Variação, percepções e avaliações interdialetais do /s/ em coda no português brasileiro
DOI:
https://doi.org/10.35520/diadorim.2025.v27n3a68735Resumo
Este trabalho investigou como pessoas de diferentes comunidades de fala do português brasileiro avaliam as variantes alveolares e palatoalveolares do /S/ em posição de coda, como em "ca/S/telo" e "mai/S/". Para isso, aplicou-se um teste de percepções sociolinguísticas a 240 participantes, entre 18 e 30 anos, oriundos de seis capitais (Porto Alegre, São Paulo, Rio de Janeiro, Recife, João Pessoa e Natal). Foram utilizados 32 estímulos auditivos gravados por falantes do PB, dos quais 16 formavam pares com alternância entre variantes do /S/ em coda medial (“ca[s]ca” vs. “ca[ʃ]ca”) e final (“lápi[s] colorido” vs. “lápi[ʃ] colorido”).
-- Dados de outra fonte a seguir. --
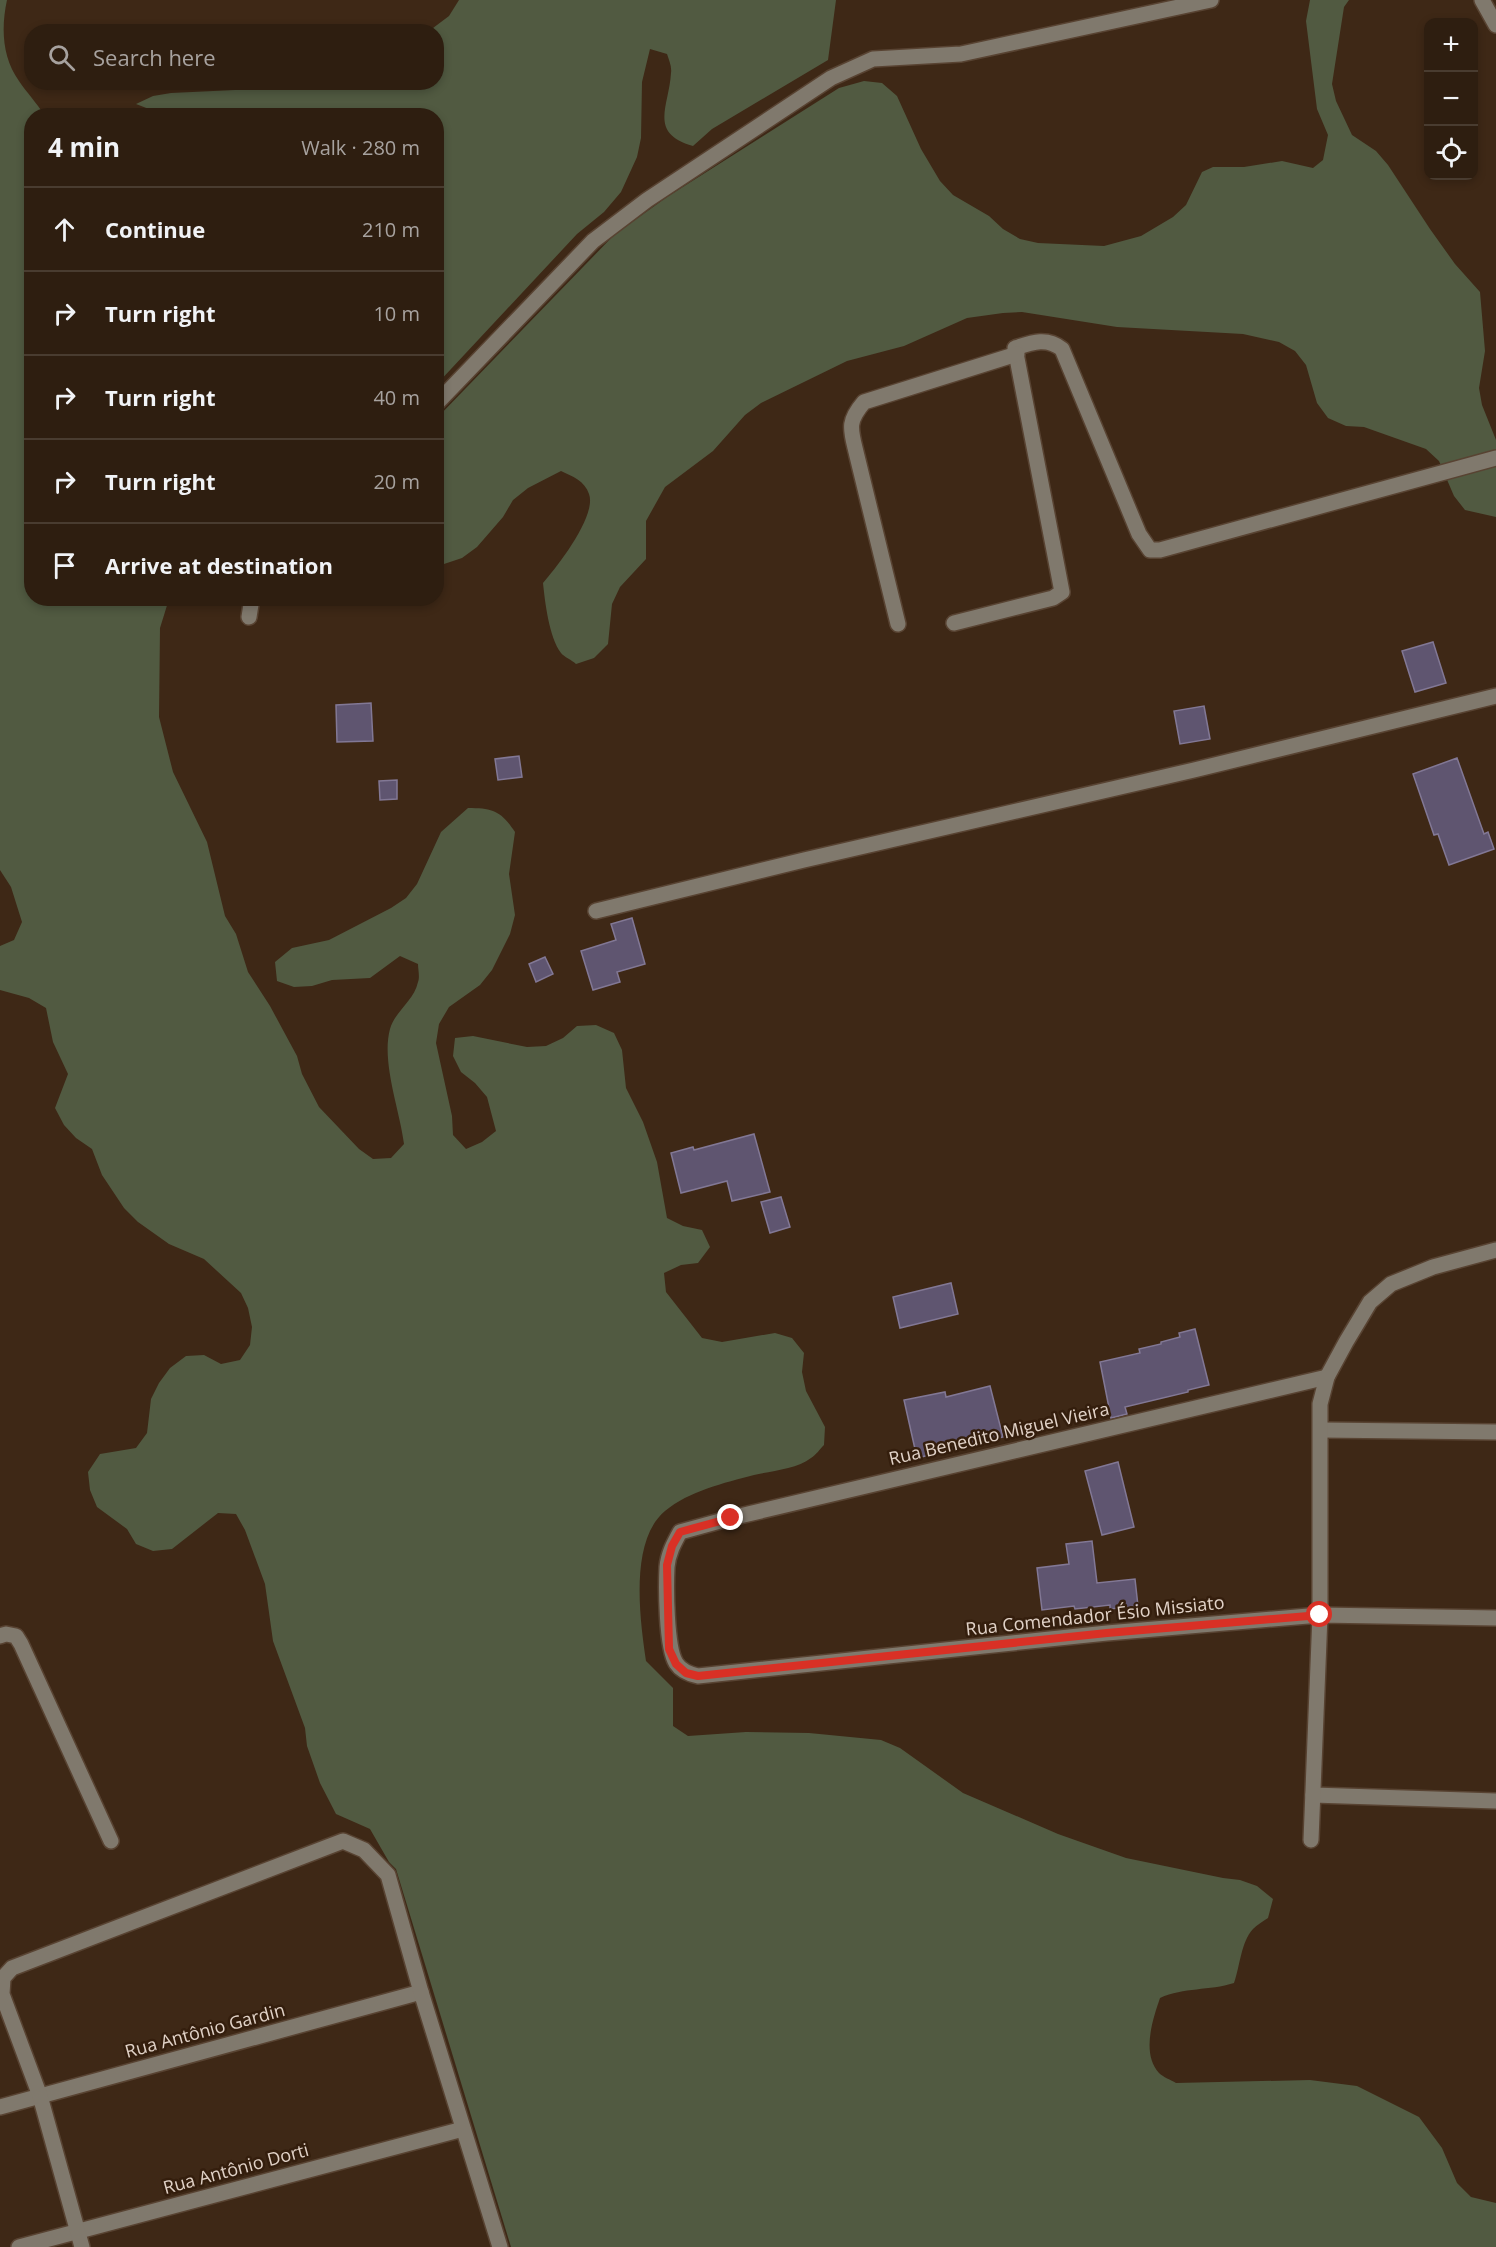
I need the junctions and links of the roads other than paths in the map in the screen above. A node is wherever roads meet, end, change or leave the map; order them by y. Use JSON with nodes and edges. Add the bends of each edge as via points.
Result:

Os julgamentos foram feitos com base em atributos sociais selecionados por sua recorrência em estudos perceptuais e por referências metalinguísticas registradas em entrevistas com falantes do PB. Os resultados revelaram associação sistemática da variante palatoalveolar ao atributo “sotaque” em todas as comunidades, com avaliações mais intensas entre mulheres de Porto Alegre e Natal e entre participantes de João Pessoa quando a fricativa era seguida por [k]. A palatalização também mobilizou significados sociais distintos: os falantes foram avaliados como menos confiáveis e inteligentes (Porto Alegre), menos convencidos (Recife) e mais engraçados (João Pessoa e Natal). Esses achados contribuem para a compreensão dos significados sociais indexados ao /S/ em coda, evidenciando sua saliência fonética e sociocognitiva no português brasileiro.